Michael acknowledged this but argued that:
- The current proposal solves real problems today
- Custom data types can be layered on top later via additional DDL clauses
- 64-bit integer values cover all practical distributed use cases he's encountered
Custom Data Types (int64 restriction)
The patch hardcodes all sequence values as int64. Peter advocated for UUID support and flexible types. Michael's counterarguments:
- The SQL specification requires sequences to work on integer values
- 64 bits provides sufficient space even for thousands of nodes (snowflake-style partitioning)
- Custom types would require different SQL functions (breaking transparency with
nextval())
- An informal poll showed ~50% of respondents considered 64b sufficient
This remains an unresolved design tension — the patch explicitly punts on it.
Performance Impact
Michael's benchmarks showed negligible overhead from function pointer indirection:
- N=5M nextval calls: HEAD=3230ms (646ns/value) vs patch=3315ms (663ns/value)

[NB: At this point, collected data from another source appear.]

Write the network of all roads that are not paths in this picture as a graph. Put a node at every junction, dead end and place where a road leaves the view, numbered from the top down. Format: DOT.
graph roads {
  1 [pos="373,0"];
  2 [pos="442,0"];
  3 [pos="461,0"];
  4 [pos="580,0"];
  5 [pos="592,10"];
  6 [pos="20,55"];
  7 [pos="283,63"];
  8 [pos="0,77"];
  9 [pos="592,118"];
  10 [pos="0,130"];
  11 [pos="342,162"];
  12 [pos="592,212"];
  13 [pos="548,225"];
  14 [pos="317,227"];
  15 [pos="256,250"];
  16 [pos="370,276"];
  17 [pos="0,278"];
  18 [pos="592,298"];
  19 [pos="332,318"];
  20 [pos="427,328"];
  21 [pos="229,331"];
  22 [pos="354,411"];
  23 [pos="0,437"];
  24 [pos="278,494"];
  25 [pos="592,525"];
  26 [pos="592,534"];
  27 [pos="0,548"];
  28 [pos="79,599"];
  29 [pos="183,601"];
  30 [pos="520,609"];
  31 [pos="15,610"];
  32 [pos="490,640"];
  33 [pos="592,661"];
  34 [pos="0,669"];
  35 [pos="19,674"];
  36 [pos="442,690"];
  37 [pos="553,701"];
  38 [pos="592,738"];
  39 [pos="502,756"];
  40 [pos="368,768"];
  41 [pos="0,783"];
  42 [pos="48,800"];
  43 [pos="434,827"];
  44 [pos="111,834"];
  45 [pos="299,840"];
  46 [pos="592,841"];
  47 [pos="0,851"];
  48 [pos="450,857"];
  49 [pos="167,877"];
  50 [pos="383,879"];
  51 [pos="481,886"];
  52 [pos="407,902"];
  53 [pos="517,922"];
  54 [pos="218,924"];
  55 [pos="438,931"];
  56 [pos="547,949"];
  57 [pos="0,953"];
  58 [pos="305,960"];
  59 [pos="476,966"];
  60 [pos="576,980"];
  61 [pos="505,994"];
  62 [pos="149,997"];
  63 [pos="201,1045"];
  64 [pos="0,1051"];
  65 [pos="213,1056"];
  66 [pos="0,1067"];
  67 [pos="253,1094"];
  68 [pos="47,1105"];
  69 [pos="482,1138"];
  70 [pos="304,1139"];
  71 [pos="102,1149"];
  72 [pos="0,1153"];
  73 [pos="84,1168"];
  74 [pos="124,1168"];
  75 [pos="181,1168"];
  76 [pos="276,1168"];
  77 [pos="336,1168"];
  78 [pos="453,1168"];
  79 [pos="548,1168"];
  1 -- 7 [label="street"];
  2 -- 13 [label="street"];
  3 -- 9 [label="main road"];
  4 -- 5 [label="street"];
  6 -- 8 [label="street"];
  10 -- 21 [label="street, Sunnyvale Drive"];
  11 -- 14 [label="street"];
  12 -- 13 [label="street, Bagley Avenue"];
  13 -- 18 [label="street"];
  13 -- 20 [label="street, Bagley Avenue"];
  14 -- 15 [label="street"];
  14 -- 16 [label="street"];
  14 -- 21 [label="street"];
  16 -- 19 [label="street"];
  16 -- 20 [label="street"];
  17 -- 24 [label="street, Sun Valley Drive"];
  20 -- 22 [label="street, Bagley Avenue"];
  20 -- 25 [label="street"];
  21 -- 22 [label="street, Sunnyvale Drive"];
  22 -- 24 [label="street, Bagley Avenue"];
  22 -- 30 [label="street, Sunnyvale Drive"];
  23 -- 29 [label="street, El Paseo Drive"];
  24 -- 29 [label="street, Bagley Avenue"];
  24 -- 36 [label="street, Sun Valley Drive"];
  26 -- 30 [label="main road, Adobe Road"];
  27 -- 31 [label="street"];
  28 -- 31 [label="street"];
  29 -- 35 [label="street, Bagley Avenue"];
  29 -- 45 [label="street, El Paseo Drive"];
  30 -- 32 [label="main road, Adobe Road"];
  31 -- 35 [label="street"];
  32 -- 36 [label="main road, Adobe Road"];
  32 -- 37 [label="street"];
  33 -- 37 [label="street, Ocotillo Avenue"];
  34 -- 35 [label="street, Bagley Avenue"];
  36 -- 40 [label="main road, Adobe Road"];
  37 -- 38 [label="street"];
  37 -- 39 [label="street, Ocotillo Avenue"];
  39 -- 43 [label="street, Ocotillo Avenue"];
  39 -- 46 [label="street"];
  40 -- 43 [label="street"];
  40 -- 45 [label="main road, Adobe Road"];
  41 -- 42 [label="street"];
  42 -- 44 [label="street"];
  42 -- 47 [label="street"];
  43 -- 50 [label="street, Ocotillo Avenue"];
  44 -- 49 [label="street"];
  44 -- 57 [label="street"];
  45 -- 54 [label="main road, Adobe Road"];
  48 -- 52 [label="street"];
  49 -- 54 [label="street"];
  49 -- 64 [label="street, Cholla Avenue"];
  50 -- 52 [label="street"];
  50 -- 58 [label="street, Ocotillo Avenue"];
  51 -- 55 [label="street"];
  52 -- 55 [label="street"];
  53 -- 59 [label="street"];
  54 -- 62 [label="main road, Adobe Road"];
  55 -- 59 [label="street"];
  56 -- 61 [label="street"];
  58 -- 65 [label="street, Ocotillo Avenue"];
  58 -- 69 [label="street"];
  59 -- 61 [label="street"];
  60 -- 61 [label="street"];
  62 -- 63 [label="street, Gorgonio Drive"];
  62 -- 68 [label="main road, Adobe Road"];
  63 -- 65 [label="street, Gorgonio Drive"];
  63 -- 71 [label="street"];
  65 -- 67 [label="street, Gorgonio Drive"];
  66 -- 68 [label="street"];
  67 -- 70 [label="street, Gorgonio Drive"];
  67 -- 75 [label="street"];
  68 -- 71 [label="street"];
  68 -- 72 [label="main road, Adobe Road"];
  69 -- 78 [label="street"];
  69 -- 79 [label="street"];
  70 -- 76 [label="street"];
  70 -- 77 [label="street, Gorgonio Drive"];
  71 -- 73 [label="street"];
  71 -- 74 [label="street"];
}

- ~2.6% overhead, within noise
Lepihov suggested a fast-path optimization: wire the default "seqlocal" handler OID directly to avoid catalog lookups in RelationInitSequenceAccessMethod. Michael acknowledged this as worth investigating but focused on correctness first.
Reloptions vs GUCs for AM Parameters
The patch deliberately omits reloptions for sequences (e.g., for configuring snowflake machine_id). Michael argued this can be added later and isn't a strict requirement — GUCs defined within the AM module suffice for initial use cases. Peter noted that the LCG use case (Matthias's PRNG example) would need modulus/multiplier/increment parameters, which the patch doesn't directly support.
The Snowflake Contrib Module
Patch 0007 provides a concrete implementation demonstrating the API:
- Stores state in an unlogged table (timestamps + machine IDs ensure cross-node uniqueness)
- Uses generic WAL for init fork logging
- Implements snowflake ID structure: timestamp bits + machine_id bits + local counter bits
- Machine ID controlled via GUC
- Demonstrates that
lastval(), currval(), nextval() work transparently
- Identity columns can feed from snowflake sequences without schema changes
Relationship to Logical Replication of Sequences
A parallel effort (led by Vignesh C and others) adds logical replication support for sequences. The sequence AM patch is designed to be orthogonal:
- Logical decoding depends on relfilenodes and page LSNs — the "seqlocal" AM preserves these
- Custom AMs that don't use local storage would need their own replication strategy
- The
get() callback provides a universal way to extract current state for initial sync
- Non-transactional sequence behavior is deliberately unchanged
File Organization (Final State)
src/backend/access/sequence/seqlocalam.c — "seqlocal" AM callbacks
src/backend/access/sequence/seqlocalxlog.c — WAL redo for seqlocal
src/backend/commands/sequence.c — Core sequence logic (30% smaller)
src/include/access/sequenceam.h — AM callback definitions
src/include/access/sequence_page.h — Helper macros for single-page AMs
contrib/snowflake/ — Example snowflake ID AM
Current Status and Outlook
After 3+ years and 28+ revisions, the patch remains in a "rebase loop" without consensus from core committers. Michael acknowledges "zero feedback from other core developers" and suspects "nobody really cares about this thread." The patch is technically mature — regression tests pass, dump/restore works, the API is well-exercised — but lacks the community momentum needed for committal. The unconference at pgconf.dev 2024 did not produce consensus, with discussion drifting toward logical replication of sequences instead.
The fundamental tension remains: this is infrastructure that primarily benefits distributed PostgreSQL deployments (pgEdge, Neon, custom active-active systems), while core PostgreSQL development energy has focused on built-in logical replication features that address a subset of the same problems differently.